L’affaire qui fait la une de L’Ouest-Eclair le 27 septembre 1924 comme étant celle de « La villa truquée de Dinard » compte assurément parmi les plus rocambolesques de l’histoire du crime organisé, et parait en tout point digne de servir de scénario à un film hollywoodien. En ce samedi d’automne, le quotidien rennais annonce en effet l’arrestation à Elbeuf  (Seine-Maritime) d’une  « pseudo-marquise de Champaubert » tandis que son prétendu mari, dont la réelle identité aurait été établie, serait inculpé de « tentative d’assassinat, faux et escroquerie ».

L’affaire débute un mois auparavant lorsqu’un riche homme d’affaires, administrateur de plusieurs mines au Tonkin et portant haut le ruban de la Légion d’honneur, le marquis Elie de Champaubert, arrive en villégiature à Dinard accompagné de son épouse, après un long séjour en Asie du Sud-Est. Après quelques jours à l’hôtel, le couple décide de s’installer plus longuement dans une belle demeure mais impose un cahier des charges précis aux différentes agences immobilières de Dinard en charge de son dossier : le marquis souhaite une villa de standing mais avec un vaste jardin. Finalement, son choix se porte sur le Castel du Prieuré, splendide demeure néogothique dont les voisins – un hôtel d’une part, un couvent d’un autre – ne se situent que dans un rayon d’une centaine de mètres.

Le Castel du Prieuré: une demeure isolée. Carte postale. Collection particulière.

Habitués à la présence du gotha en leur fastueuse station balnéaire, les Dinardais ne paraissent dans un premier temps pas prêter une attention particulière à la présence de ce riche marquis, capable de payer comptant les 14 000 francs de la location du Castel pour deux mois. Mais les soupçons rapidement s’éveillent. Si de nombreux témoignages a posteriori font état d’une attitude du marquis qui ne semble pas en accord complet avec les quartiers de noblesse affichés, malgré les prodigalités largement accordées aux différents personnels en charge des affaires du couple, c’est la discrétion des nouveaux locataires du Castel du Prieuré qui semble intriguer : personne ne les as vu sortir alors que la saison balnéaire bat son plein et qu’il est alors de bon ton de se montrer dans les nombreuses mondanités qui sont organisées à cette occasion. De plus, certains bruits étranges émanent de temps à autre de la demeure, comme si l’on y effectuait des travaux.

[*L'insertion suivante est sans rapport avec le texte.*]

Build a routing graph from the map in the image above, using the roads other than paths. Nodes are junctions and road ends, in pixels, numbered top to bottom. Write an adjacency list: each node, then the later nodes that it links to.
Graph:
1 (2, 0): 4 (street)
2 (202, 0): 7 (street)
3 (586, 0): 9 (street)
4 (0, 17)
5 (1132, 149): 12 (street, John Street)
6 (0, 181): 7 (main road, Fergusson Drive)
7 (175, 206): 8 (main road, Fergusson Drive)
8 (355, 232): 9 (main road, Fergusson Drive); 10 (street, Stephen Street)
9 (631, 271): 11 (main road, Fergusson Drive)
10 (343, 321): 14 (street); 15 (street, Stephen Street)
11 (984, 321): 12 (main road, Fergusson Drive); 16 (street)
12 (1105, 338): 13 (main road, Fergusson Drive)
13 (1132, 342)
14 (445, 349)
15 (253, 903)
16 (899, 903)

Or, les investigations menées par la police permettent d’établir que l’homme installé au Castel du Prieuré en tant qu’Elie de Champaubert se trouve en réalité porter le patronyme de Passal, et être connu pour être un escroc notoire. Et c’est d’ailleurs lorsque les forces de l’ordre apprennent que le marquis a invité en son château plusieurs joailliers parisiens pour qu’ils lui présentent leurs plus belles pièces qu’il est décidé de passer à l’action, et de tendre un piège au couple : les bijoutiers ne seront pas seuls mais accompagnés de véritables policiers en civil.

Carte postale. Collection particulière.

Sage précaution qui fait échouer le guet-apens mais qui permet de découvrir toute la complexité du stratagème échafaudé par Clément Passal alias Elie de Champaubert. Car les bruts entendus étaient bien ceux de travaux destinés à rendre hermétiques deux pièces en sous-sol et à y installer un équipement qui, à l’aide de chloroforme, aurait asphyxié les joailliers, permettant ainsi au faux marquis et son épouse de s’emparer du butin et de s’enfuir rapidement, grâce à la puissante automobile parquée dans les allées du jardin.

L’affaire est belle et fait penser aux plus incroyables histoires d’Arsène Lupin : un escroc dont le talent et l’imagination ne peuvent que susciter l’admiration, un vol presque parfait sans crime de sang et des forces de l’ordre qui finissent pas triompher du malfaiteur. Il n’est donc pas étonnant que cette affaire survenue en Bretagne, sur la Côte d’Emeraude, alimente les gros titres de la presse nationale : il y là un fait divers en or pour des rédactions toujours plus avides de sensationnalisme pour mieux vendre du papier.